Problem statement
If a line of the records contains the string "size", copy it out.

Segment Open

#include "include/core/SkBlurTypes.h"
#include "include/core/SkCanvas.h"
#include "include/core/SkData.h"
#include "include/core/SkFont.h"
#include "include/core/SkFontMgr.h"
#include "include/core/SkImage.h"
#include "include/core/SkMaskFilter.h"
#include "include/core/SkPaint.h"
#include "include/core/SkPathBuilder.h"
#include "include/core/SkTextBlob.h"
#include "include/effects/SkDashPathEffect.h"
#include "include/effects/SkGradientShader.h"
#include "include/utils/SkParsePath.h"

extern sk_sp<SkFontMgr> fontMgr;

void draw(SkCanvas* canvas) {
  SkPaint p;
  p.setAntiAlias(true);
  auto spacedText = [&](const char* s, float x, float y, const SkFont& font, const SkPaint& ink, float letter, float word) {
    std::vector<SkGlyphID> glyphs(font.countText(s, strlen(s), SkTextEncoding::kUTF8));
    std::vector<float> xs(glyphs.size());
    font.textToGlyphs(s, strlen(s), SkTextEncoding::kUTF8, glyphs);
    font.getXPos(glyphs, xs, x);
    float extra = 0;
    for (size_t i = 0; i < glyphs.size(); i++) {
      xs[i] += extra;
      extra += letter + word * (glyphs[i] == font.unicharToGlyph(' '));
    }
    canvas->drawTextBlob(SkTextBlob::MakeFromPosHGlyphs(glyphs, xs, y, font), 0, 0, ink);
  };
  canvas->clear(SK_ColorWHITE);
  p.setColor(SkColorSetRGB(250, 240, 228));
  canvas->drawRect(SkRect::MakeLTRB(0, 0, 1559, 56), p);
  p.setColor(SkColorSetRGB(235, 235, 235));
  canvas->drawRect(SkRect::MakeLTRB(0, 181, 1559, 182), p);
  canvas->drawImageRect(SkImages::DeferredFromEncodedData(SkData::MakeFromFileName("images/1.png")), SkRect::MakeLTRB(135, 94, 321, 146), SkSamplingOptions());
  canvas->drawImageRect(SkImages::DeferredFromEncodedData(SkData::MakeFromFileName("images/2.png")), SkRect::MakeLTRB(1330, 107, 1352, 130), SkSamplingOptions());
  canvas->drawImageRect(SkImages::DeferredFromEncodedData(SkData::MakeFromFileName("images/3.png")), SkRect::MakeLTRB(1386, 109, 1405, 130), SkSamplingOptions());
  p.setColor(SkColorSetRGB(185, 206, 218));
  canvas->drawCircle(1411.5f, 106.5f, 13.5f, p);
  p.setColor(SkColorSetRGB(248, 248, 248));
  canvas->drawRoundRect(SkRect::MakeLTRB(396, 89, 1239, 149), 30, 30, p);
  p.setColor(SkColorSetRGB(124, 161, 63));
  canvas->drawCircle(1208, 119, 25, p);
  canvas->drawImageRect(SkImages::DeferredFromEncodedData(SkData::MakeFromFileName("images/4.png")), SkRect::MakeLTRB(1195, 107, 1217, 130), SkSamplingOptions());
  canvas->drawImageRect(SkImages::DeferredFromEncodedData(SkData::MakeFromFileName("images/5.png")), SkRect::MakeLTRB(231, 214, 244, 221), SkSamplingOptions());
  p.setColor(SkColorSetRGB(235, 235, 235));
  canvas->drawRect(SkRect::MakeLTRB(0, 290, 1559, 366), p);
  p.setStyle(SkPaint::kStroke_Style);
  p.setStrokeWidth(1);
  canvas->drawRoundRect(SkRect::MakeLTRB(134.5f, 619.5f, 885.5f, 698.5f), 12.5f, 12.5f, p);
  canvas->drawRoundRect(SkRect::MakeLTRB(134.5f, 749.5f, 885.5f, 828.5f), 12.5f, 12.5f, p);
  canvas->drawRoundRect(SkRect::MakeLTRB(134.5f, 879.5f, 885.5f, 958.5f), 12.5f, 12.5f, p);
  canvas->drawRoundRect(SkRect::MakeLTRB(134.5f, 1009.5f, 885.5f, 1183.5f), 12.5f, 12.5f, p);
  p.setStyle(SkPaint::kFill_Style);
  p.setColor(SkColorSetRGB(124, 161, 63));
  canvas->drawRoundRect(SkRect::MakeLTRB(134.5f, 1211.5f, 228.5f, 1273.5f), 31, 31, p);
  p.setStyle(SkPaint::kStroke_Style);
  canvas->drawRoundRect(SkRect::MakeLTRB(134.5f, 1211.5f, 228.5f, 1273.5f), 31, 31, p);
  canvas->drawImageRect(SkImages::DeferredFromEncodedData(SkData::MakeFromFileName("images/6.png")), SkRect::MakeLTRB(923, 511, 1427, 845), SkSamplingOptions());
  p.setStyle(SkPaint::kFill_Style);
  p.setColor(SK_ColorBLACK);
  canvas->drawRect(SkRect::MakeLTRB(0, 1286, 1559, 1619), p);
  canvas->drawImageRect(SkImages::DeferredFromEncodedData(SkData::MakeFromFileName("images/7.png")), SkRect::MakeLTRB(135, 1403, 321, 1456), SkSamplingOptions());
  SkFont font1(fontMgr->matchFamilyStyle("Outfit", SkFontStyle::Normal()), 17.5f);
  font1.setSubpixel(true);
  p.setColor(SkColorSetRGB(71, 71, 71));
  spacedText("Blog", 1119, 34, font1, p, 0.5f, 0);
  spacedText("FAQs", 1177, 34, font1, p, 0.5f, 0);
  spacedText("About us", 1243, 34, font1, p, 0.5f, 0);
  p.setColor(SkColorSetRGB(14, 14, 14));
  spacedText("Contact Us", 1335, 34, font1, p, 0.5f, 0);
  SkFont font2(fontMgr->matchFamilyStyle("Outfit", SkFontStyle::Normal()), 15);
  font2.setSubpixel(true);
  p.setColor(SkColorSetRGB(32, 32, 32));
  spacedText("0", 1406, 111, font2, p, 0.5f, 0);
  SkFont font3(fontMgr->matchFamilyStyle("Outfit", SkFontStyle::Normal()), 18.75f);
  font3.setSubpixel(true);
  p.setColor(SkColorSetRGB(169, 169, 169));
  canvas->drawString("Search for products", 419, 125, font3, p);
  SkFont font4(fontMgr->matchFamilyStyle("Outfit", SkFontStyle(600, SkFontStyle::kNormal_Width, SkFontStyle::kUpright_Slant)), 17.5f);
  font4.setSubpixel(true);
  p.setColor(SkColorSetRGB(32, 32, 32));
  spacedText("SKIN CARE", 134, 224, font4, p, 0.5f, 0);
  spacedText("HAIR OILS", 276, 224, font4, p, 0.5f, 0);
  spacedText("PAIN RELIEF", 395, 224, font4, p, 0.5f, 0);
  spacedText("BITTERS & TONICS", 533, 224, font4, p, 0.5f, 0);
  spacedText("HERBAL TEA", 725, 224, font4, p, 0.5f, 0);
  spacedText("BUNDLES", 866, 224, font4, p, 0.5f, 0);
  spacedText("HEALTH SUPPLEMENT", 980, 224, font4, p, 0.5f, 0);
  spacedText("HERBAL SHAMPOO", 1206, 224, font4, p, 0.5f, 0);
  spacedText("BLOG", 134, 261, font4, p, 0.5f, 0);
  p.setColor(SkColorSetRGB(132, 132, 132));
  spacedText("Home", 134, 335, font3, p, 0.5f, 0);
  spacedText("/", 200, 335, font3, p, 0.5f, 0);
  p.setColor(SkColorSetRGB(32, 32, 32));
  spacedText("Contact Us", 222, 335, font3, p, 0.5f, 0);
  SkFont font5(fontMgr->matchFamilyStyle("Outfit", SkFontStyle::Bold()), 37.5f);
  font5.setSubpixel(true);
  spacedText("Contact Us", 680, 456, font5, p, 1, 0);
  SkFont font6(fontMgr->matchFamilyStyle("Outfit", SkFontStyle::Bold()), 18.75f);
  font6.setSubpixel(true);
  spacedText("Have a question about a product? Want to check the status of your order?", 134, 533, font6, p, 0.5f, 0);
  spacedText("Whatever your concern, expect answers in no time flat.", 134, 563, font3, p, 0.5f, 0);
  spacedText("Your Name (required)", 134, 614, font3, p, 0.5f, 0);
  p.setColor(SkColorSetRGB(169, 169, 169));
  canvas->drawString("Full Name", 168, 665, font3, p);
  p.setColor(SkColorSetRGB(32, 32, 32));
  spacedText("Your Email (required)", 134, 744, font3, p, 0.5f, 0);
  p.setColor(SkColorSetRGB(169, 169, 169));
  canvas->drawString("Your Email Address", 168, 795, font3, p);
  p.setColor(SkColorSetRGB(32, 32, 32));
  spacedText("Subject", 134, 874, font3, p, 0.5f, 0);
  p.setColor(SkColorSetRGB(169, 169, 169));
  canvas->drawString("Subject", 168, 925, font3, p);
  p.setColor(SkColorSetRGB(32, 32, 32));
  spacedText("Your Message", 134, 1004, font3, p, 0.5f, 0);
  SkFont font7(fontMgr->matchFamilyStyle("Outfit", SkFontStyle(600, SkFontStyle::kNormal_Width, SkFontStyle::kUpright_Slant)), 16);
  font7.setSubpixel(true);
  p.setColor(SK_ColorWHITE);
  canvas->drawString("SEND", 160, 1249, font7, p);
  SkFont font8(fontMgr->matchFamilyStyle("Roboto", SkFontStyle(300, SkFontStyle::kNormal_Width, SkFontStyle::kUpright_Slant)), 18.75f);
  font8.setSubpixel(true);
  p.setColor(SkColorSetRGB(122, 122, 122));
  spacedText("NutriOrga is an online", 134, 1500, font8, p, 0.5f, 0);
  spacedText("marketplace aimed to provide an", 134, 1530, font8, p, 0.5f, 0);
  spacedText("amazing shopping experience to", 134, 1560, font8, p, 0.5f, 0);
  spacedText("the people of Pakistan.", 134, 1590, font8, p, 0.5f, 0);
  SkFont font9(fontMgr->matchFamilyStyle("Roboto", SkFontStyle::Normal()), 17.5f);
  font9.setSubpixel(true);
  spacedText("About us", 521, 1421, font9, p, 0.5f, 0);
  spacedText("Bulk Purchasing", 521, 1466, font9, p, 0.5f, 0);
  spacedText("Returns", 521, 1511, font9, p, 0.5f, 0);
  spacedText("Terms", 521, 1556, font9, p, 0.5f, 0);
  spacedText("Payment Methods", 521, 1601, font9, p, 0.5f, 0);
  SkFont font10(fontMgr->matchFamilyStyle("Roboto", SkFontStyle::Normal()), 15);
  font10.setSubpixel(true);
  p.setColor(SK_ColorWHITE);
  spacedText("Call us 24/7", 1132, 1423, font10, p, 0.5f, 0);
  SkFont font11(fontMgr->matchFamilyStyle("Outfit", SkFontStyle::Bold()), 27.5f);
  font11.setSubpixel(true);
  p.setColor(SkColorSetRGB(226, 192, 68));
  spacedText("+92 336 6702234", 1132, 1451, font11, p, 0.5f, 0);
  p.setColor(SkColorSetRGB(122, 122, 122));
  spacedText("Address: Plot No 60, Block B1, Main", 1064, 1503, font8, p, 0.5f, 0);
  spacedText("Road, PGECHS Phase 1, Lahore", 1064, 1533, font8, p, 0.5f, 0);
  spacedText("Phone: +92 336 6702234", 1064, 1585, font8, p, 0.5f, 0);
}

Segment Closed

Reply
    std::vector<float> xs(glyphs.size());
    for (size_t i = 0; i < glyphs.size(); i++) {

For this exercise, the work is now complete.